[Stored items]
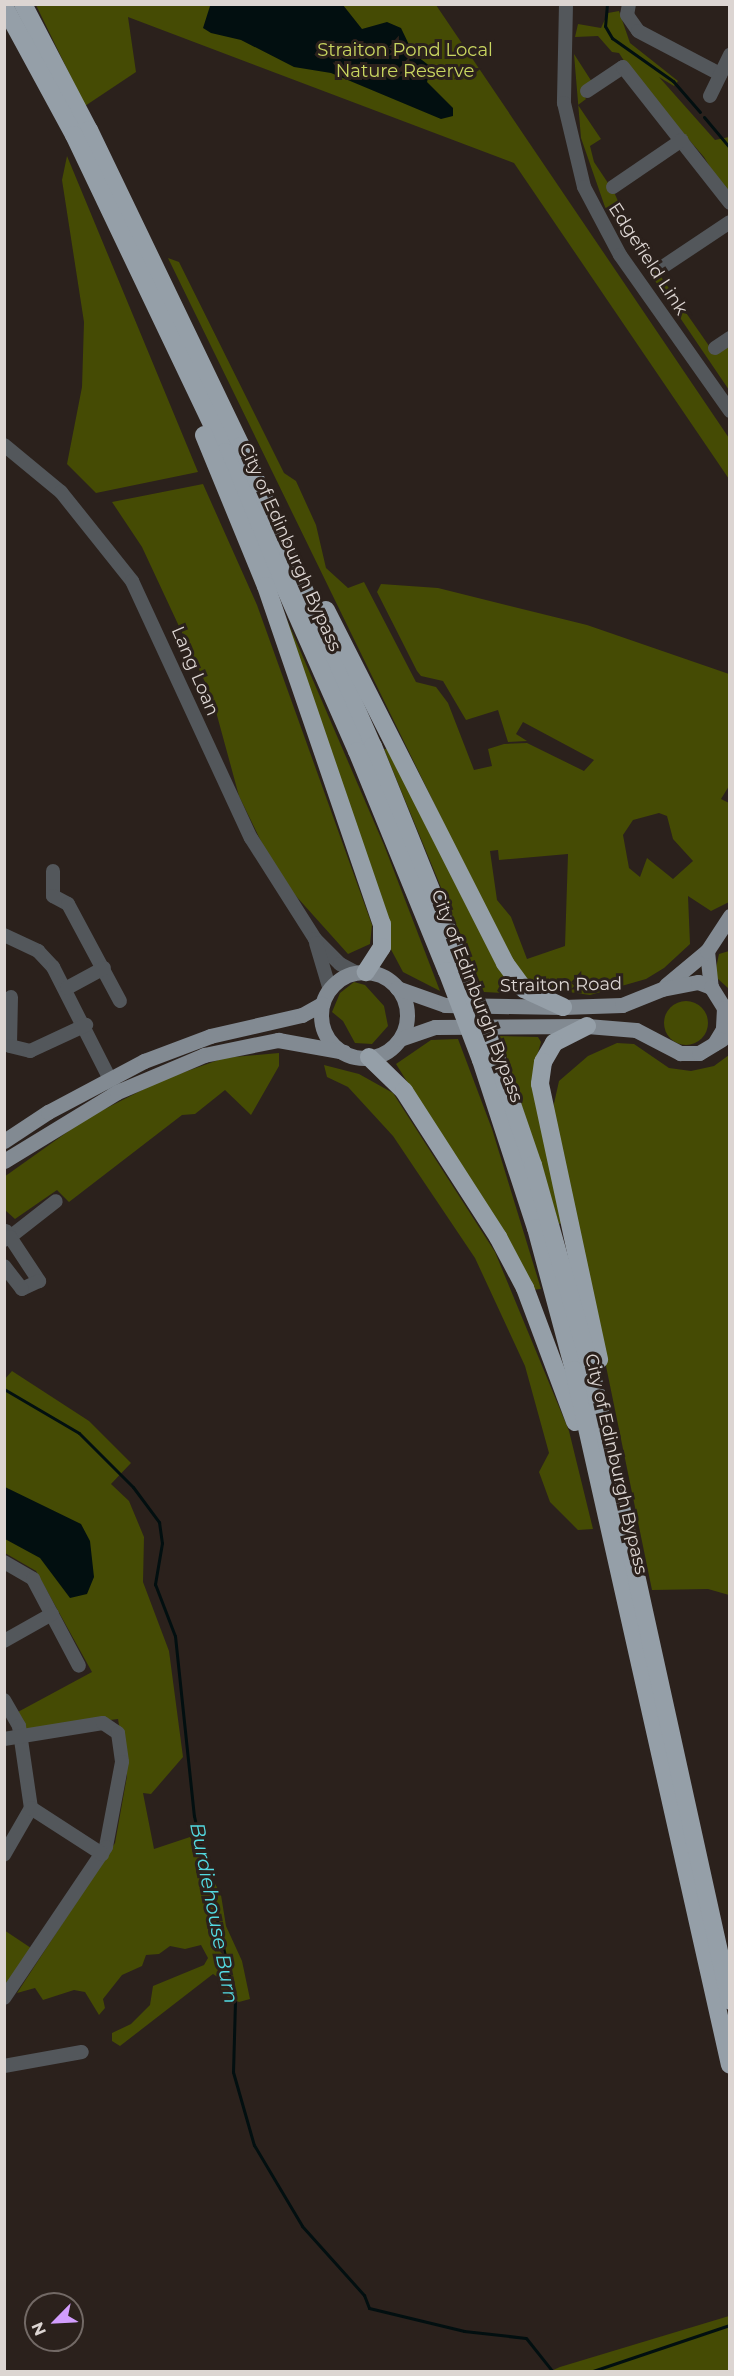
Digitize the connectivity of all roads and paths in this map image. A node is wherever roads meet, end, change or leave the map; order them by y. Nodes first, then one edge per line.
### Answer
1 (23, 4) edge
2 (566, 4) edge
3 (629, 4) edge
4 (4, 6) edge
5 (729, 55) edge
6 (722, 80) edge
7 (587, 91) dead end
8 (710, 96) dead end
9 (682, 140) junction
10 (613, 187) dead end
11 (729, 203) edge
12 (729, 222) edge
13 (117, 224) junction
14 (664, 266) dead end
15 (729, 338) edge
16 (715, 348) dead end
17 (729, 411) edge
18 (4, 445) edge
19 (268, 506) junction
20 (53, 871) dead end
21 (729, 916) edge
22 (4, 935) edge
23 (315, 939) junction
24 (707, 951) junction
25 (104, 968) junction
26 (455, 971) junction
27 (361, 972) junction
28 (329, 987) junction
29 (67, 988) junction
30 (397, 988) junction
31 (662, 989) junction
32 (720, 995) edge
33 (11, 997) dead end
34 (120, 1001) dead end
35 (322, 1004) junction
36 (563, 1007) junction
37 (86, 1026) junction
38 (587, 1026) junction
39 (729, 1036) edge
40 (400, 1039) junction
41 (714, 1044) junction
42 (344, 1052) junction
43 (369, 1057) junction
44 (489, 1062) junction
45 (113, 1085) junction
46 (4, 1141) edge
47 (4, 1161) edge
48 (56, 1201) dead end
49 (6, 1235) edge
50 (4, 1266) edge
51 (4, 1562) edge
52 (52, 1614) junction
53 (629, 1618) junction
54 (4, 1641) edge
55 (79, 1666) dead end
56 (657, 1667) junction
57 (4, 1700) edge
58 (21, 1736) junction
59 (4, 1739) edge
60 (31, 1808) junction
61 (102, 1854) junction
62 (4, 1855) edge
63 (4, 1998) edge
64 (729, 2001) edge
65 (82, 2052) dead end
66 (729, 2065) edge
67 (4, 2066) edge

1 - 19 highway, City of Edinburgh Bypass
2 - 17 street, Edgefield Link
3 - 6 street
4 - 13 highway, City of Edinburgh Bypass
5 - 6 street
6 - 8 street
7 - 9 street
9 - 10 street
9 - 11 street
12 - 14 street
13 - 26 highway, City of Edinburgh Bypass
13 - 27 highway
15 - 16 street
18 - 23 street, Lang Loan
19 - 26 highway, City of Edinburgh Bypass
19 - 36 highway
20 - 25 street
21 - 24 main road
22 - 29 street
23 - 27 street, Lang Loan
23 - 28 street, Lang Loan
24 - 31 main road
24 - 32 main road
25 - 29 street
25 - 34 street
26 - 44 highway, City of Edinburgh Bypass, bridge
27 - 28 main road
27 - 30 main road
28 - 35 main road
29 - 37 street
30 - 36 main road, Straiton Road
30 - 40 main road
31 - 32 main road, Straiton Road
31 - 36 main road, Straiton Road
32 - 41 main road
33 - 37 street
35 - 42 main road
35 - 45 main road
37 - 45 street
38 - 40 main road
38 - 41 main road
38 - 56 highway
39 - 41 main road
40 - 43 main road
42 - 43 main road
42 - 45 main road
43 - 53 highway
44 - 53 highway, City of Edinburgh Bypass
44 - 56 highway, City of Edinburgh Bypass
45 - 46 main road
45 - 47 main road
48 - 49 street
49 - 50 street
51 - 52 street
52 - 54 street
52 - 55 street
53 - 66 highway, City of Edinburgh Bypass
56 - 64 highway, City of Edinburgh Bypass
57 - 58 street
58 - 59 street
58 - 60 street
58 - 61 street
60 - 61 street
60 - 62 street
61 - 63 street
65 - 67 street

**What you are asked to do**. All lines that contain the word "Bypass" must be copied from the records above.

**Response**.
1 - 19 highway, City of Edinburgh Bypass
4 - 13 highway, City of Edinburgh Bypass
13 - 26 highway, City of Edinburgh Bypass
19 - 26 highway, City of Edinburgh Bypass
26 - 44 highway, City of Edinburgh Bypass, bridge
44 - 53 highway, City of Edinburgh Bypass
44 - 56 highway, City of Edinburgh Bypass
53 - 66 highway, City of Edinburgh Bypass
56 - 64 highway, City of Edinburgh Bypass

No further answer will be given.